HOW TO COMPLETE THIS TASK: Once you reach the line containing "Extract the road" in the data below, restate each line word for word up to and including the one containing "Write the network".

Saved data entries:
● ● ● ● ● ● ●

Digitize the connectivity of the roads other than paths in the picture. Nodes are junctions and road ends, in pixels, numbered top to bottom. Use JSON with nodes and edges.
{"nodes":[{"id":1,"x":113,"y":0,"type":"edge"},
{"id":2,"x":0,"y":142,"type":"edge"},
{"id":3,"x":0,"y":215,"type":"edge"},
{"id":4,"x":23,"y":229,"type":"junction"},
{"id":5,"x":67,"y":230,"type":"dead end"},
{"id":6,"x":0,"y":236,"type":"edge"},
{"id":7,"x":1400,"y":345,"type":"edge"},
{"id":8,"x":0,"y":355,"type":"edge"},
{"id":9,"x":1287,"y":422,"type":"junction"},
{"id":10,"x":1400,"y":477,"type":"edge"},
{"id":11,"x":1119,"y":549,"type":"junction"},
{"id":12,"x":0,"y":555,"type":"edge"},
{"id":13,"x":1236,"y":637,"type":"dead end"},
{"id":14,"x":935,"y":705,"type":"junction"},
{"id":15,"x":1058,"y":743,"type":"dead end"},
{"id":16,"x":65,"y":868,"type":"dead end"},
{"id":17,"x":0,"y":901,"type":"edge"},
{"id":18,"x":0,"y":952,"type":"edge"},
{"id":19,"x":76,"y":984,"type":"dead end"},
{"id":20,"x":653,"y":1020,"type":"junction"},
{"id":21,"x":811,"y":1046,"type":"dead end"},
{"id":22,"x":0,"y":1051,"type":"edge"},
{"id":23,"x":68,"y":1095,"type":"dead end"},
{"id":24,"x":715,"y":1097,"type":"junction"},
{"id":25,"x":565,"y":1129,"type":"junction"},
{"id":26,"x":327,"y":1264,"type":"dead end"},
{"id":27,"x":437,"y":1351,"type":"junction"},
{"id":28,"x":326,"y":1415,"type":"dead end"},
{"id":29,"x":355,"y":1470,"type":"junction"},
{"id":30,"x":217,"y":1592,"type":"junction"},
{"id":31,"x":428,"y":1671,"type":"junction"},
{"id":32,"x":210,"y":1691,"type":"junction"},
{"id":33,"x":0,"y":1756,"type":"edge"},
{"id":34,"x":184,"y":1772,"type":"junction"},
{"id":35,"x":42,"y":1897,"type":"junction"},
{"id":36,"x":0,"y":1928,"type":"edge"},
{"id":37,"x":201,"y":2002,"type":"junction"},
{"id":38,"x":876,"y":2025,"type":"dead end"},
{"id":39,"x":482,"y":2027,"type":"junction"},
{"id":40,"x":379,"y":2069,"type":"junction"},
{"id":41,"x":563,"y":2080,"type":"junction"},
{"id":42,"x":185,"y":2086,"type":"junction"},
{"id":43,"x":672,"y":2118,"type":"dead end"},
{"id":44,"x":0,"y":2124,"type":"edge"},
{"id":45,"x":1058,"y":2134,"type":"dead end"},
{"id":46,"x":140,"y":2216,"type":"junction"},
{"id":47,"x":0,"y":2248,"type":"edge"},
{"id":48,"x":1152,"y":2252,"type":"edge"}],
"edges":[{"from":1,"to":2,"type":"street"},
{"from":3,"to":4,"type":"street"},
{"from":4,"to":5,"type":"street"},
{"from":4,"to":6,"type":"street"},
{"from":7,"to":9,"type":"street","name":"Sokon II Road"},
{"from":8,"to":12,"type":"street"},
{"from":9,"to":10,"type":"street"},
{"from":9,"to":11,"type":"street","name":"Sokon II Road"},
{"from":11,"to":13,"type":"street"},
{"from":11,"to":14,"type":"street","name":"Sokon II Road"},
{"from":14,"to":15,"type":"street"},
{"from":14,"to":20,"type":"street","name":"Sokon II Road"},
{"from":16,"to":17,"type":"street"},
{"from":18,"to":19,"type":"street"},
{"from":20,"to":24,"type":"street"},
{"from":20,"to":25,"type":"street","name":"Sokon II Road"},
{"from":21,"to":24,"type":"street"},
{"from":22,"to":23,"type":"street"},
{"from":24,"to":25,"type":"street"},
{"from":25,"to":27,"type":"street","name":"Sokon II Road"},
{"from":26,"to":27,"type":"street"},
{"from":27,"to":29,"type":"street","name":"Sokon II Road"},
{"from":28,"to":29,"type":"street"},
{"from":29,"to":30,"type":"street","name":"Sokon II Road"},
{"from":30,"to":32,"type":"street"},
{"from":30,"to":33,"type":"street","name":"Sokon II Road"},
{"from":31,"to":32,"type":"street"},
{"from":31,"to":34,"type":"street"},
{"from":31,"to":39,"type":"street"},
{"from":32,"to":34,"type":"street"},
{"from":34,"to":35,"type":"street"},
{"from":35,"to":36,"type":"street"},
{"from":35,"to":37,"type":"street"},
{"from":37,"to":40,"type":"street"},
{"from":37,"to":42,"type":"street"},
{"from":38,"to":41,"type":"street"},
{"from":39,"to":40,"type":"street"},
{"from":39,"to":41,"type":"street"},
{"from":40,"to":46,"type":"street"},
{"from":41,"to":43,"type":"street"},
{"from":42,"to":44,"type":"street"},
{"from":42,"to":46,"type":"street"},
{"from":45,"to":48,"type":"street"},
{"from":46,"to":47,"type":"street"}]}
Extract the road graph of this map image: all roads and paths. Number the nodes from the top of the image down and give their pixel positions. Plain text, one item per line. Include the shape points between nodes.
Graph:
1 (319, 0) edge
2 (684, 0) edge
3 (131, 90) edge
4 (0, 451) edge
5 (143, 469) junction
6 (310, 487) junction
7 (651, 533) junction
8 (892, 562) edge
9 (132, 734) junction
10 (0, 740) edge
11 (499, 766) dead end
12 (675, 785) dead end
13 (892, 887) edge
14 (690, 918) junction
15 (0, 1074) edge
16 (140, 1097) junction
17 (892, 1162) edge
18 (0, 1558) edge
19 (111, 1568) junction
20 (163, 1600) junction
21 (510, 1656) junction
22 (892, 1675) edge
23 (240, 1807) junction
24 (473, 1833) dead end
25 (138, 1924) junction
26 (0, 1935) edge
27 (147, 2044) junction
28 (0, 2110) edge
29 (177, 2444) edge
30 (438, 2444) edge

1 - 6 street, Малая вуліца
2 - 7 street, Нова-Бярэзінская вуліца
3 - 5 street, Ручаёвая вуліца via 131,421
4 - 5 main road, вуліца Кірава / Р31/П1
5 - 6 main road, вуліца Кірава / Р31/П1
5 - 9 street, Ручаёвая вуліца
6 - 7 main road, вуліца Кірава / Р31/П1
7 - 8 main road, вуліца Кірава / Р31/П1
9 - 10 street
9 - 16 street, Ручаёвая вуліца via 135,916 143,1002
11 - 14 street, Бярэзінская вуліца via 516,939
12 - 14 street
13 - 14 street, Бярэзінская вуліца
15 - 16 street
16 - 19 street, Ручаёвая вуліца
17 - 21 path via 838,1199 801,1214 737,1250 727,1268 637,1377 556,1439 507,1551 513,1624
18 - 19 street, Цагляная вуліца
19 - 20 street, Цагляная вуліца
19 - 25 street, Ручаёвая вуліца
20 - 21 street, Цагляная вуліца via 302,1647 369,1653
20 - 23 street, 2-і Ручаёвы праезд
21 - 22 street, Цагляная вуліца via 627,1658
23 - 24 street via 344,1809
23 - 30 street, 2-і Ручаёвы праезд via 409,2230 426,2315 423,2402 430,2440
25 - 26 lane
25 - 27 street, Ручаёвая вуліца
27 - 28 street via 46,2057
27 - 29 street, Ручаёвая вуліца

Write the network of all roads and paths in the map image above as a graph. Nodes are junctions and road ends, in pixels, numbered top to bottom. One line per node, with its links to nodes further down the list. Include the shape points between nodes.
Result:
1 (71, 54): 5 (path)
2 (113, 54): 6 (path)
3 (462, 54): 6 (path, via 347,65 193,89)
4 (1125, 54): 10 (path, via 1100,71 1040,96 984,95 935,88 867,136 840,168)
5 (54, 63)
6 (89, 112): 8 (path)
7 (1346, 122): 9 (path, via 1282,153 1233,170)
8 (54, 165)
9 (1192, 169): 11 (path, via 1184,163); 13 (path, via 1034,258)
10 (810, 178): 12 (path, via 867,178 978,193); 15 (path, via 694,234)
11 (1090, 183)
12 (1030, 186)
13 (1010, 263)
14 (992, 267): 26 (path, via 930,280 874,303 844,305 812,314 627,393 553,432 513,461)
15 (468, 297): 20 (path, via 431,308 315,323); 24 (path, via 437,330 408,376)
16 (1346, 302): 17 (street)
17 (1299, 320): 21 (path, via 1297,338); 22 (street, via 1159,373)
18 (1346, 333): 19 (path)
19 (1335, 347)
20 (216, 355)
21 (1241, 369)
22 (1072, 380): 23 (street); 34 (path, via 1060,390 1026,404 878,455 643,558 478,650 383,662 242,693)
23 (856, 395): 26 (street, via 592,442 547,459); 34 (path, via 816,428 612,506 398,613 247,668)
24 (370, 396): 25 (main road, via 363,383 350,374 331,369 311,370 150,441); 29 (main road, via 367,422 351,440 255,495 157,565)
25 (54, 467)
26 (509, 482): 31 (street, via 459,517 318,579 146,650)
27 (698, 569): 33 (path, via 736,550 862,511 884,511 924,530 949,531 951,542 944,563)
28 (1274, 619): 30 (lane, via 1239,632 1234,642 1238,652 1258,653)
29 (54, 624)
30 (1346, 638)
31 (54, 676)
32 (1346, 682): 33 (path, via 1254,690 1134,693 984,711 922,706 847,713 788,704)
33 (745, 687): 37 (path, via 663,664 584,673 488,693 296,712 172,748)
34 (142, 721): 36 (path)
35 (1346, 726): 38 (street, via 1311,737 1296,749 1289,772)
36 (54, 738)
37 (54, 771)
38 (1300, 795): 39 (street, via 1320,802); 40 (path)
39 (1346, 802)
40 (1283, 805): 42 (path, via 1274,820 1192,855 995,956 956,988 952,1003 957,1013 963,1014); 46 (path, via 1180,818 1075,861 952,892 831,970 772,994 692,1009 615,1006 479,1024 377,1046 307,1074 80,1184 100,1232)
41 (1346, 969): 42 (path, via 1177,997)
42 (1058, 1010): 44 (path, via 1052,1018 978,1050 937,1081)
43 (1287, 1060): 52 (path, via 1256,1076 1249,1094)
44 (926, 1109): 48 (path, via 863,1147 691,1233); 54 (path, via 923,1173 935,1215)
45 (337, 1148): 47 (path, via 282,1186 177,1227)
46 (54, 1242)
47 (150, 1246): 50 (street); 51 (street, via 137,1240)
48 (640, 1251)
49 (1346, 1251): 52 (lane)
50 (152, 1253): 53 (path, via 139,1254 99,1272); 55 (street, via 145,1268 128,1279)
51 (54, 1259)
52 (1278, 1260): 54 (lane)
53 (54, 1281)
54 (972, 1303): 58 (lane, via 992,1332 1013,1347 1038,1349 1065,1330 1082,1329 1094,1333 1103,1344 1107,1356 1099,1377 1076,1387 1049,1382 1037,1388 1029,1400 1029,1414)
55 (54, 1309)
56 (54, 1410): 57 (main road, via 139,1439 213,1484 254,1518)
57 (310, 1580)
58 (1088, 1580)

● ● ● ● ● ● ●

OUTPUT BELOW:
Extract the road graph of this map image: all roads and paths. Number the nodes from the top of the image down and give their pixel positions. Plain text, one item per line. Include the shape points between nodes.
Graph:
1 (319, 0) edge
2 (684, 0) edge
3 (131, 90) edge
4 (0, 451) edge
5 (143, 469) junction
6 (310, 487) junction
7 (651, 533) junction
8 (892, 562) edge
9 (132, 734) junction
10 (0, 740) edge
11 (499, 766) dead end
12 (675, 785) dead end
13 (892, 887) edge
14 (690, 918) junction
15 (0, 1074) edge
16 (140, 1097) junction
17 (892, 1162) edge
18 (0, 1558) edge
19 (111, 1568) junction
20 (163, 1600) junction
21 (510, 1656) junction
22 (892, 1675) edge
23 (240, 1807) junction
24 (473, 1833) dead end
25 (138, 1924) junction
26 (0, 1935) edge
27 (147, 2044) junction
28 (0, 2110) edge
29 (177, 2444) edge
30 (438, 2444) edge

1 - 6 street, Малая вуліца
2 - 7 street, Нова-Бярэзінская вуліца
3 - 5 street, Ручаёвая вуліца via 131,421
4 - 5 main road, вуліца Кірава / Р31/П1
5 - 6 main road, вуліца Кірава / Р31/П1
5 - 9 street, Ручаёвая вуліца
6 - 7 main road, вуліца Кірава / Р31/П1
7 - 8 main road, вуліца Кірава / Р31/П1
9 - 10 street
9 - 16 street, Ручаёвая вуліца via 135,916 143,1002
11 - 14 street, Бярэзінская вуліца via 516,939
12 - 14 street
13 - 14 street, Бярэзінская вуліца
15 - 16 street
16 - 19 street, Ручаёвая вуліца
17 - 21 path via 838,1199 801,1214 737,1250 727,1268 637,1377 556,1439 507,1551 513,1624
18 - 19 street, Цагляная вуліца
19 - 20 street, Цагляная вуліца
19 - 25 street, Ручаёвая вуліца
20 - 21 street, Цагляная вуліца via 302,1647 369,1653
20 - 23 street, 2-і Ручаёвы праезд
21 - 22 street, Цагляная вуліца via 627,1658
23 - 24 street via 344,1809
23 - 30 street, 2-і Ручаёвы праезд via 409,2230 426,2315 423,2402 430,2440
25 - 26 lane
25 - 27 street, Ручаёвая вуліца
27 - 28 street via 46,2057
27 - 29 street, Ручаёвая вуліца

Write the network of all roads and paths in the map image above as a graph. Nodes are junctions and road ends, in pixels, numbered top to bottom. One line per node, with its links to nodes further down the list. Include the shape points between nodes.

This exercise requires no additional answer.